▸ **Exercise**
Only the lines below from the one that holds "index mcp: (800, 911)" through the one that holds "middle mcp: (236, 250)" should appear in the answer, copied exactly, end lines included and pictures omitted.

▸ **Dataset excerpts**
┌──

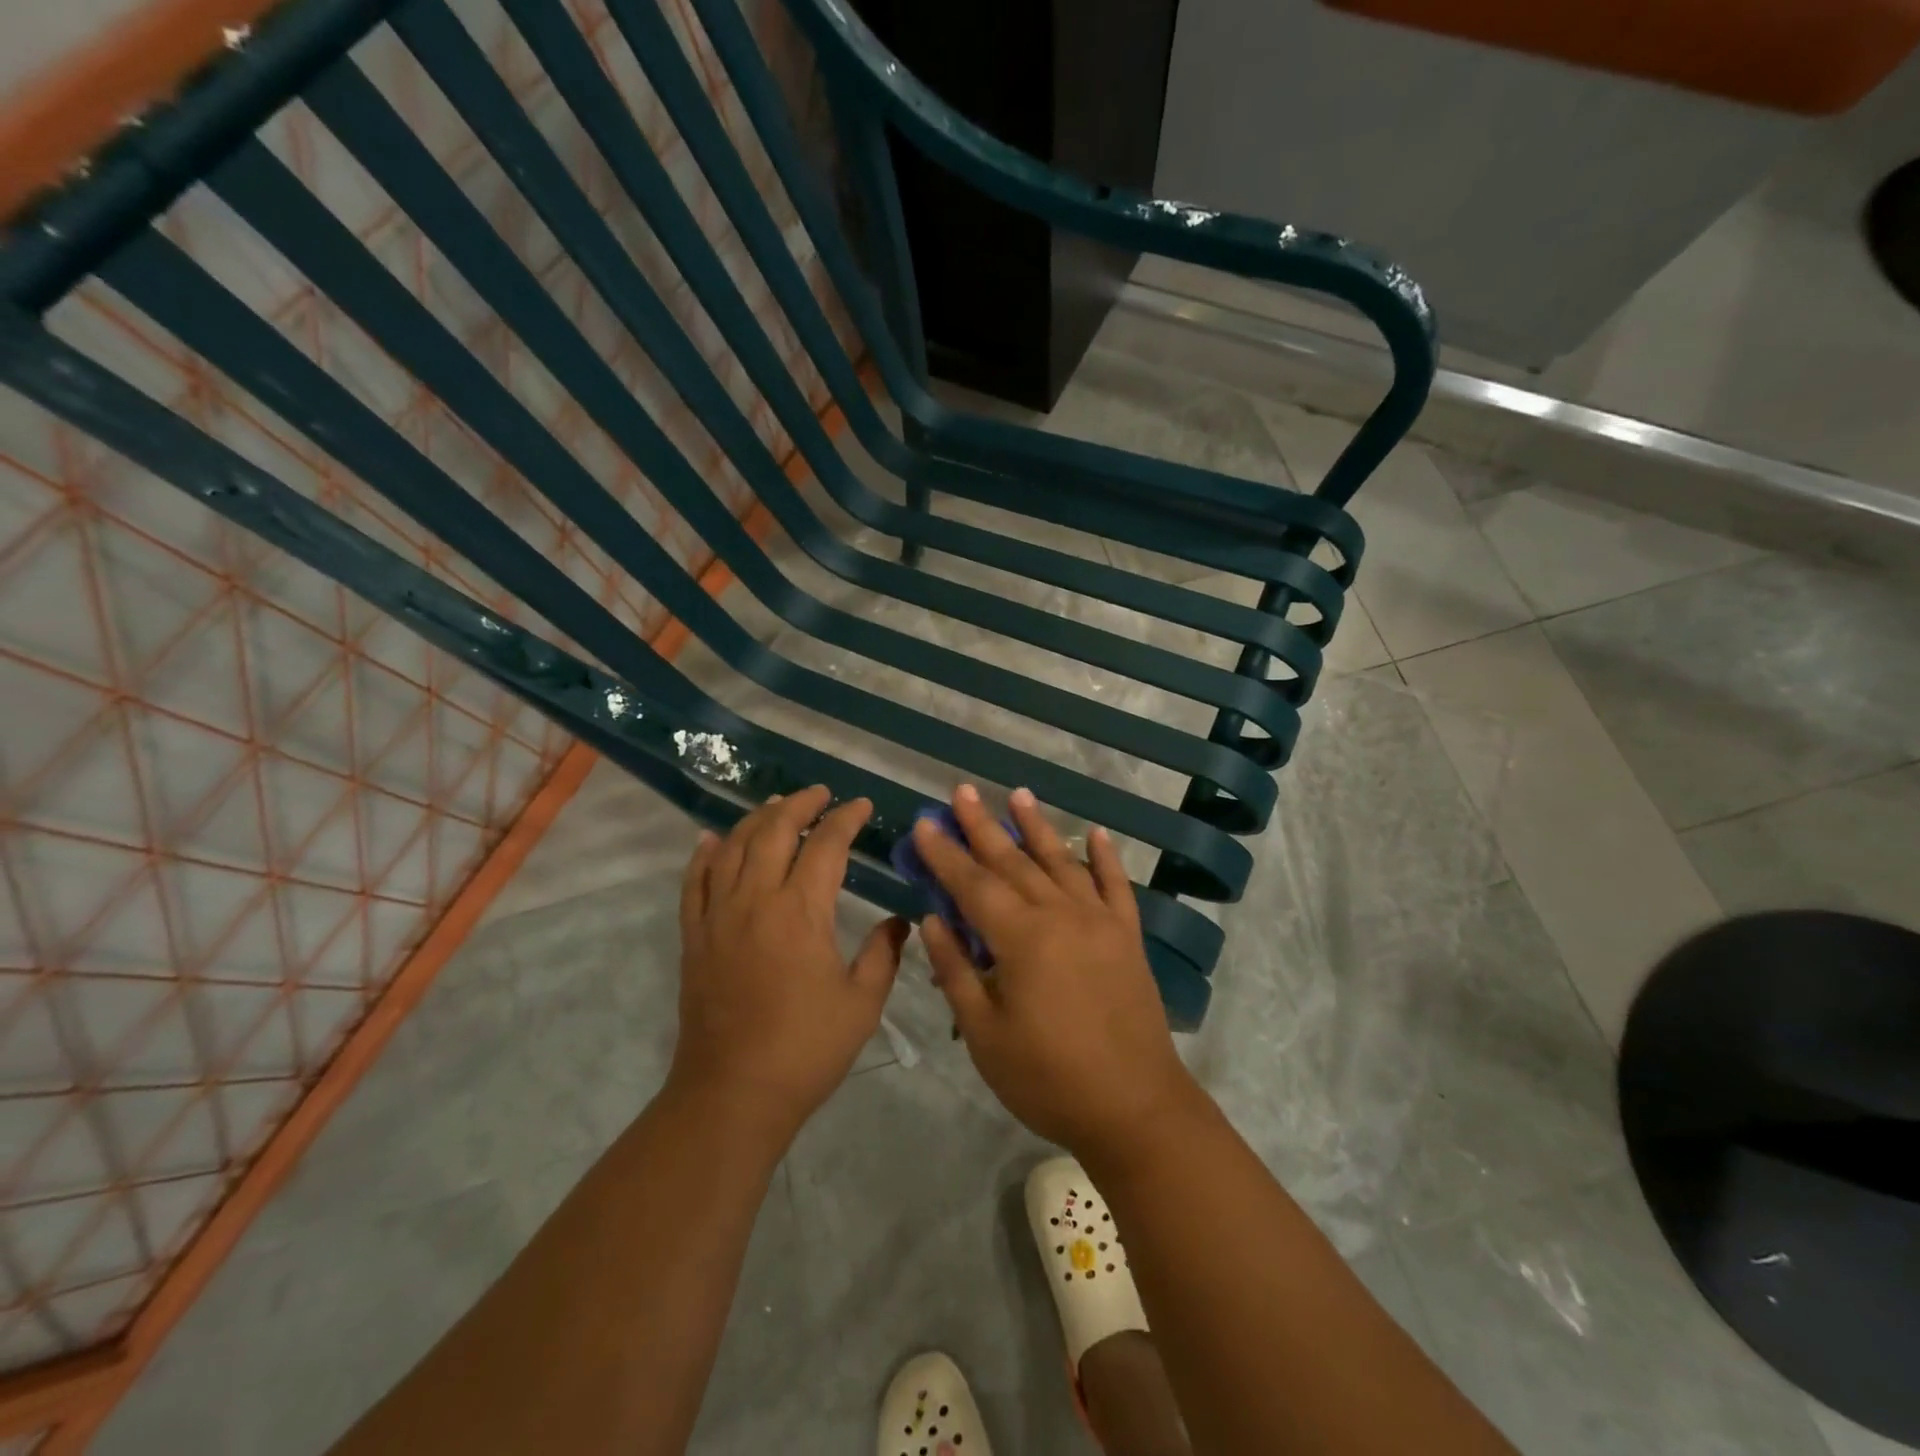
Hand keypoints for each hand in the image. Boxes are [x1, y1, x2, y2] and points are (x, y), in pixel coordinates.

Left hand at [672, 786, 907, 1140]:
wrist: (733, 1093)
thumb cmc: (806, 1048)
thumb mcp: (862, 1003)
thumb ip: (883, 954)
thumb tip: (899, 922)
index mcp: (800, 911)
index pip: (825, 845)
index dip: (845, 819)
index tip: (861, 805)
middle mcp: (755, 900)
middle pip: (774, 831)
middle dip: (800, 804)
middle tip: (821, 794)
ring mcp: (717, 916)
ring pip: (732, 847)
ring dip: (756, 819)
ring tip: (777, 806)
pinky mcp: (694, 936)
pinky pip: (694, 881)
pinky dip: (704, 854)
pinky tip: (712, 839)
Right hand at [913, 785, 1202, 1155]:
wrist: (1135, 1108)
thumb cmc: (1048, 1078)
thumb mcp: (985, 1034)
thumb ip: (957, 971)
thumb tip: (933, 919)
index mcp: (1021, 938)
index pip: (973, 884)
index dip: (945, 854)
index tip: (925, 824)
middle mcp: (1061, 915)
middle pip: (1014, 862)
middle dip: (983, 825)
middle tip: (962, 792)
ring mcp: (1099, 922)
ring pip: (1062, 862)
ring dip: (1037, 827)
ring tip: (1019, 794)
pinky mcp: (1127, 937)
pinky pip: (1116, 885)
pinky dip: (1105, 857)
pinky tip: (1097, 834)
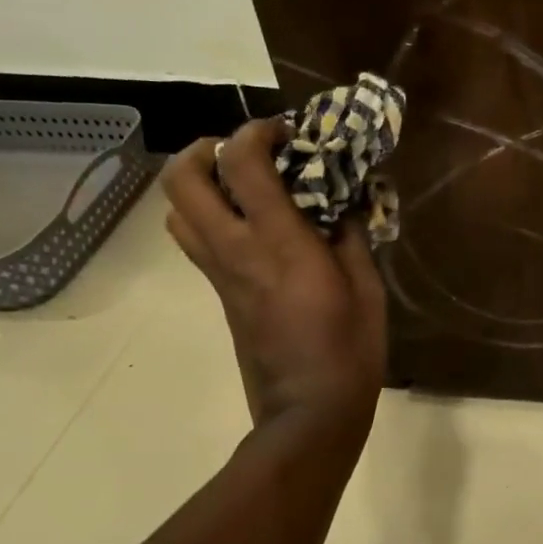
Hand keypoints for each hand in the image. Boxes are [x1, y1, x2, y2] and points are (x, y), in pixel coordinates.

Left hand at [161, 118, 386, 437]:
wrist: (308, 410)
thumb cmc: (350, 347)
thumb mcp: (367, 285)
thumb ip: (350, 235)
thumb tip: (342, 204)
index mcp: (278, 243)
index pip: (243, 164)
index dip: (257, 133)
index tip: (287, 133)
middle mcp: (236, 250)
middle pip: (182, 180)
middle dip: (206, 149)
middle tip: (245, 151)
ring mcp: (220, 274)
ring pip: (176, 211)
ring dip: (199, 183)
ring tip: (241, 184)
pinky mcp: (219, 294)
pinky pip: (195, 240)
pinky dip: (209, 215)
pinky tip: (250, 224)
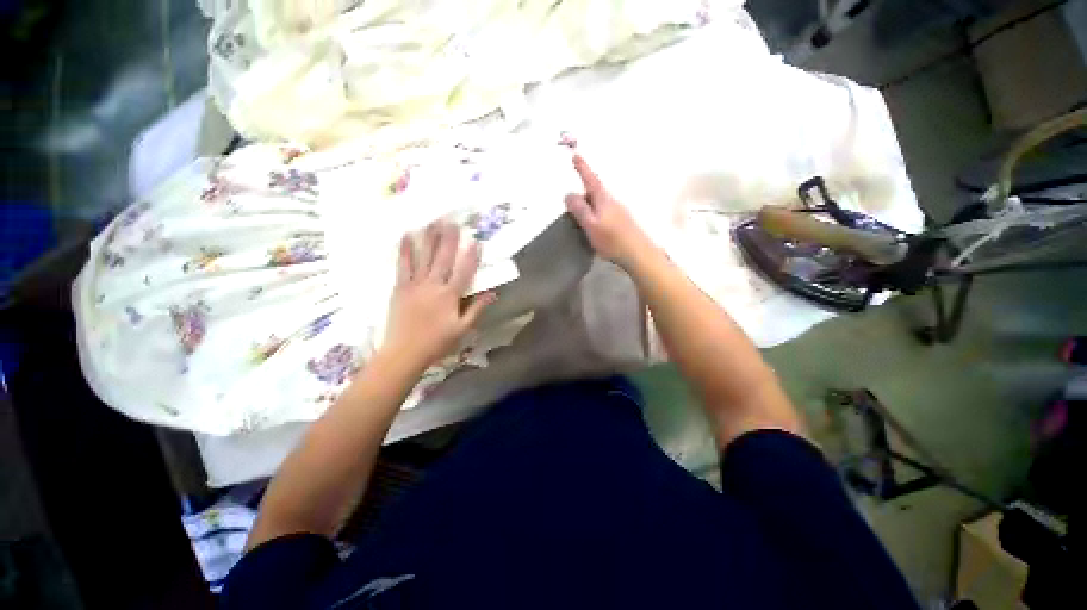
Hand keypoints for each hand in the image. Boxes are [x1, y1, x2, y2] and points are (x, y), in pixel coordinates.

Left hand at [382, 221, 494, 371]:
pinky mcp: (400, 288)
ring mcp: (415, 285)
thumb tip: (492, 293)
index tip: (476, 240)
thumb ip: (476, 309)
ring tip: (432, 221)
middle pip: (443, 258)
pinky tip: (406, 236)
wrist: (404, 353)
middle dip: (449, 239)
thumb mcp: (462, 329)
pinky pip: (403, 266)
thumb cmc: (437, 343)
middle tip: (452, 220)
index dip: (471, 256)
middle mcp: (433, 286)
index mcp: (450, 296)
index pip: (464, 271)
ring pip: (423, 257)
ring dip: (428, 238)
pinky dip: (404, 251)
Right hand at [565, 155, 652, 267]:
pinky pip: (605, 212)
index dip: (582, 168)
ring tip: (582, 218)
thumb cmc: (612, 240)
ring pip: (601, 203)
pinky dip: (597, 214)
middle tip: (573, 202)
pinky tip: (595, 228)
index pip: (590, 180)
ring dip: (590, 205)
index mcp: (603, 200)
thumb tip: (568, 194)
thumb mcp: (591, 225)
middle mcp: (612, 202)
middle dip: (584, 191)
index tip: (576, 156)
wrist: (638, 254)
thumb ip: (580, 210)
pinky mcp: (623, 222)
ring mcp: (619, 212)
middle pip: (596, 191)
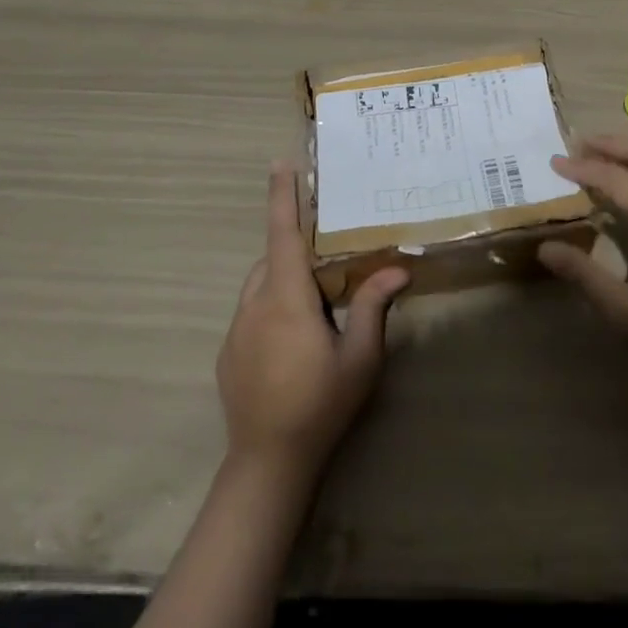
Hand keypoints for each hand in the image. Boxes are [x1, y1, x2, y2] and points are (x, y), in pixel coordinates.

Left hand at [217, 165, 409, 478]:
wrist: (266, 465)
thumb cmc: (319, 406)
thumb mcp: (359, 359)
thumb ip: (373, 307)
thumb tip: (398, 268)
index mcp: (286, 299)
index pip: (283, 234)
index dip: (282, 197)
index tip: (279, 163)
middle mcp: (255, 304)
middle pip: (273, 258)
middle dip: (296, 247)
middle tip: (328, 256)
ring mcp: (236, 330)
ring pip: (261, 284)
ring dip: (285, 278)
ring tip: (316, 302)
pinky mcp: (228, 353)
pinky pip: (251, 311)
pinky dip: (272, 306)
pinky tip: (293, 342)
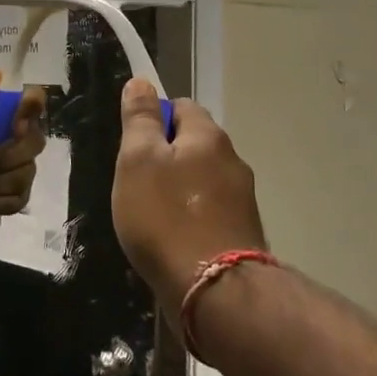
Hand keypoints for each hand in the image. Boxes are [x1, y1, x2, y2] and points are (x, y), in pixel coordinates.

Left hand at [0, 73, 47, 223]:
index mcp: (1, 119)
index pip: (33, 104)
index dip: (32, 110)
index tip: (16, 123)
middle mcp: (16, 141)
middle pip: (35, 143)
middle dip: (3, 156)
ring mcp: (18, 170)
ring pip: (24, 174)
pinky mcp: (14, 197)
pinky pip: (18, 199)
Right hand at [113, 78, 267, 320]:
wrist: (215, 293)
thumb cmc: (166, 218)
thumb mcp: (138, 160)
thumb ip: (140, 120)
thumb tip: (142, 82)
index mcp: (208, 136)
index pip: (181, 106)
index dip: (154, 119)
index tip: (133, 148)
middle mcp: (233, 160)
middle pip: (194, 143)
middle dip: (166, 157)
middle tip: (137, 184)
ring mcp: (242, 199)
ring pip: (203, 179)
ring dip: (180, 189)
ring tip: (153, 217)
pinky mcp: (243, 233)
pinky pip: (211, 211)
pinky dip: (192, 217)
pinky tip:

└──

▸ **Solution for this problem**
index mcp: (800, 911)
index pip: (825, 845)
index dip: (845, 819)
index tip: (861, 805)
middle mcp: (755, 900)
middle pip: (774, 831)
middle dip: (800, 804)
middle tip: (821, 794)
ring mcp: (717, 916)
ring pip: (732, 847)
ring dip: (756, 819)
ring tip: (777, 806)
pinky mcp: (694, 936)
pinky pip: (694, 881)
pinky dip: (704, 854)
pinky tip: (712, 839)
Right hand at [913, 785, 1202, 1155]:
wrist: (1135, 1108)
thumb cmc: (1048, 1078)
thumb mcp: (985, 1034)
thumb ip: (957, 971)
thumb tip: (933, 919)
index mcp: (1021, 938)
index pip: (973, 884)
index dip: (945, 854)
index tip: (925, 824)
middle mcp: (1061, 915)
middle pip: (1014, 862)
middle dip: (983, 825)
middle tip: (962, 792)
ring mcp: (1099, 922)
ring pip: (1062, 862)
ring dip: (1037, 827)
ring tip: (1019, 794)
pinky mcp: (1127, 937)
pinky pip: (1116, 885)
pinky dip: (1105, 857)
pinky tip: (1097, 834)
Hand keypoints for each hand in the image. Boxes are [x1, y1, x2, y2] and points are (x, y), in pixel coordinates.

Left hand at [161, 118, 386, 437]:
wrist: (308, 410)
thumb cmc: (350, 347)
thumb mcp: (367, 285)
thumb ip: (350, 235)
thumb tip: (342, 204)
index mcp: (278, 243)
index pip: (243, 164)
index dip: (257, 133)
index tip: (287, 133)
middle mcp: (236, 250)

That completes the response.